JAMES E. HOLSHOUSER, JR.:
Yes, I know and as much as I was a victim of that absence in a way, I still have a hard time bringing myself around to a public financing approach. I just sort of believe that campaign place is a little bit like the market place that if you got a good product that it ought to draw contributions. Now I grant that circumstances vary from place to place and in our case we were sort of in an unusual situation because we just hadn't elected anybody in 70 years, 72 years, 74 years. But today a Republican and Democrat candidate probably start off even in terms of fund raising. If they are good people to express themselves well and have some vision about where the state ought to go they ought to be able to draw money. At the presidential campaign level or the congressional campaign, senatorial campaign level, that is the same thing tends to apply. There are some states where you are going to have a clear leg up if you are a Democrat nominee or a Republican nominee as the case may be. But public financing in those cases probably wouldn't make that much difference. I think there is probably a more viable argument for public financing when it comes to congressional elections because of the advantage of incumbency. Doesn't have anything to do with party and that pacs in particular are afraid not to give to incumbents. They have a clear advantage of being in Washington, being able to have as many receptions as they want to and as much contact with lobbyists as they want. Challengers just don't have that. I think it is very, very hard to beat an incumbent. The statistics are pretty clear that 90% of them that run for the election get elected.
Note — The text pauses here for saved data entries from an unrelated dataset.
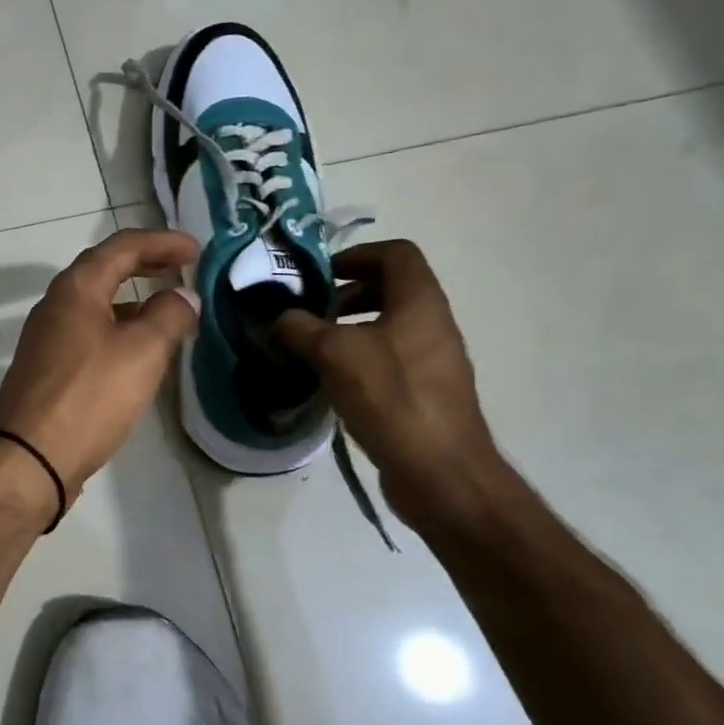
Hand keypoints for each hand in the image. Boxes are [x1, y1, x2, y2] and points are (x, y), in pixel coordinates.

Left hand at [0, 228, 200, 505]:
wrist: (31, 457)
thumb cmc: (90, 397)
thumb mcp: (142, 352)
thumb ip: (168, 316)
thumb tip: (183, 296)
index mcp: (76, 288)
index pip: (122, 247)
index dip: (162, 242)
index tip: (196, 250)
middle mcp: (56, 304)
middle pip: (105, 270)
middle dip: (145, 264)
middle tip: (181, 267)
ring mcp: (47, 337)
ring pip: (96, 303)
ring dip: (133, 298)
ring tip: (167, 308)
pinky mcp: (48, 368)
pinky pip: (89, 331)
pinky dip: (119, 327)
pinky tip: (138, 351)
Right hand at [274, 240, 507, 524]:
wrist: (441, 472)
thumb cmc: (391, 397)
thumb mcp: (334, 354)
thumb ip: (301, 328)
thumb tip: (282, 317)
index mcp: (420, 301)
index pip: (396, 253)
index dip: (357, 254)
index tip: (323, 274)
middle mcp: (434, 323)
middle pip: (393, 288)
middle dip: (350, 292)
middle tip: (314, 312)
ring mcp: (435, 360)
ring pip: (391, 326)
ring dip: (353, 327)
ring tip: (317, 348)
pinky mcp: (429, 392)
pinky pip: (394, 358)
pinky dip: (363, 358)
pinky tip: (335, 383)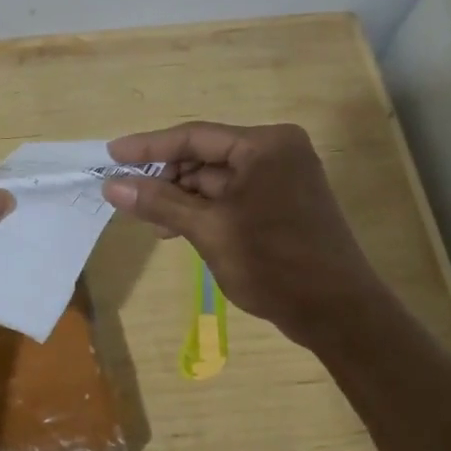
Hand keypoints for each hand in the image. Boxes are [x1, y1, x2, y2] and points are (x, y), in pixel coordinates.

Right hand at [102, 122, 376, 348]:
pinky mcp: (285, 202)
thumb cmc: (274, 263)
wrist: (339, 313)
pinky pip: (234, 195)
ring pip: (218, 178)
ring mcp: (284, 177)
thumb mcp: (209, 230)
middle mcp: (277, 151)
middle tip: (130, 197)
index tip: (112, 154)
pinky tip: (179, 228)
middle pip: (206, 155)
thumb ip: (159, 202)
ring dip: (183, 197)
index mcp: (265, 145)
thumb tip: (111, 184)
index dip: (149, 147)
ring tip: (153, 223)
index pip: (194, 136)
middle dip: (167, 178)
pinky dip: (206, 209)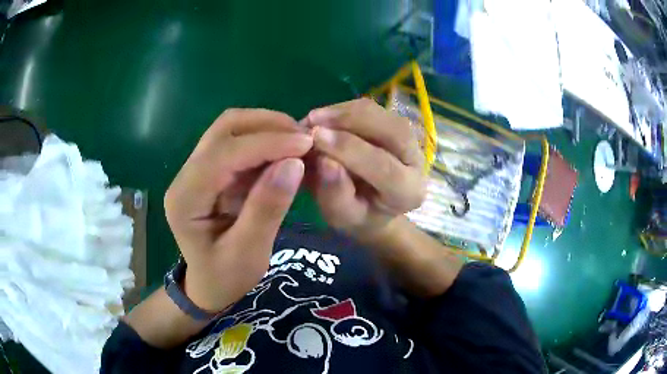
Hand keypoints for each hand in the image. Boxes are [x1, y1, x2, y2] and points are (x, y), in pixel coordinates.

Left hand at [164, 109, 311, 312]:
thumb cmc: (226, 277)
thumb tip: (295, 162)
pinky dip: (265, 140)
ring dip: (267, 128)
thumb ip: (267, 208)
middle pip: (224, 129)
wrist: (209, 285)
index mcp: (186, 199)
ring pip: (231, 129)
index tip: (305, 144)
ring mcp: (197, 169)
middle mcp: (186, 175)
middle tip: (305, 138)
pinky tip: (286, 150)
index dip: (266, 143)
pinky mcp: (211, 170)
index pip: (223, 154)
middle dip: (267, 125)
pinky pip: (238, 142)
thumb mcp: (249, 253)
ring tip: (299, 141)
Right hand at [304, 98, 425, 241]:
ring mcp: (410, 140)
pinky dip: (345, 108)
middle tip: (312, 121)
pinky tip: (323, 117)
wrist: (372, 207)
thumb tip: (324, 160)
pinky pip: (372, 109)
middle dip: (350, 120)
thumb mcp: (342, 216)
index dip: (349, 149)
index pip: (384, 167)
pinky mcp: (395, 125)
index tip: (315, 137)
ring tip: (313, 119)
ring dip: (345, 111)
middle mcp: (417, 162)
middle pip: (393, 130)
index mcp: (408, 192)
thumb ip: (336, 194)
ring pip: (383, 114)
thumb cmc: (357, 216)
And if you look back at 1994 even the Republican swing then had more to do with people not running again than it did with a huge swing.
JACK FLEER:
You mentioned that you did not or you told George Little not to take contributions greater thana $1000. I guess that was late in the campaign or after the campaign.
JAMES E. HOLSHOUSER, JR.:
After the election.
JACK FLEER:
You did not have that kind of limit prior to the election.
JAMES E. HOLSHOUSER, JR.:
No and I am sure that we got some contributions of more than that. For instance Marvin Johnson down in Duplin County with the chicken poultry thing down there was one of our bigger contributors. It made it hard for me to send George of all people down to see him sometime in the first year or two to tell him if he didn't get his stuff cleaned up and quit dumping stuff in streams we were going to have to shut him down. At the same time part of it was that we decided early on I had seen the state chairman, I had seen some candidate get so involved in the mechanics of the campaign that they didn't do their job as a candidate. We decided early on that we were going to have to have some strategy meetings here and there, that I was going to be the candidate and Gene Anderson was going to sit in Raleigh and do the schedule for the staff and the schedule for me. And I went on the road six days a week and when and where they said to go and I would know if they were screwing up but we both knew what we needed to do. So I was just a candidate. I wasn't worried about fund raising except I knew we weren't getting any money in.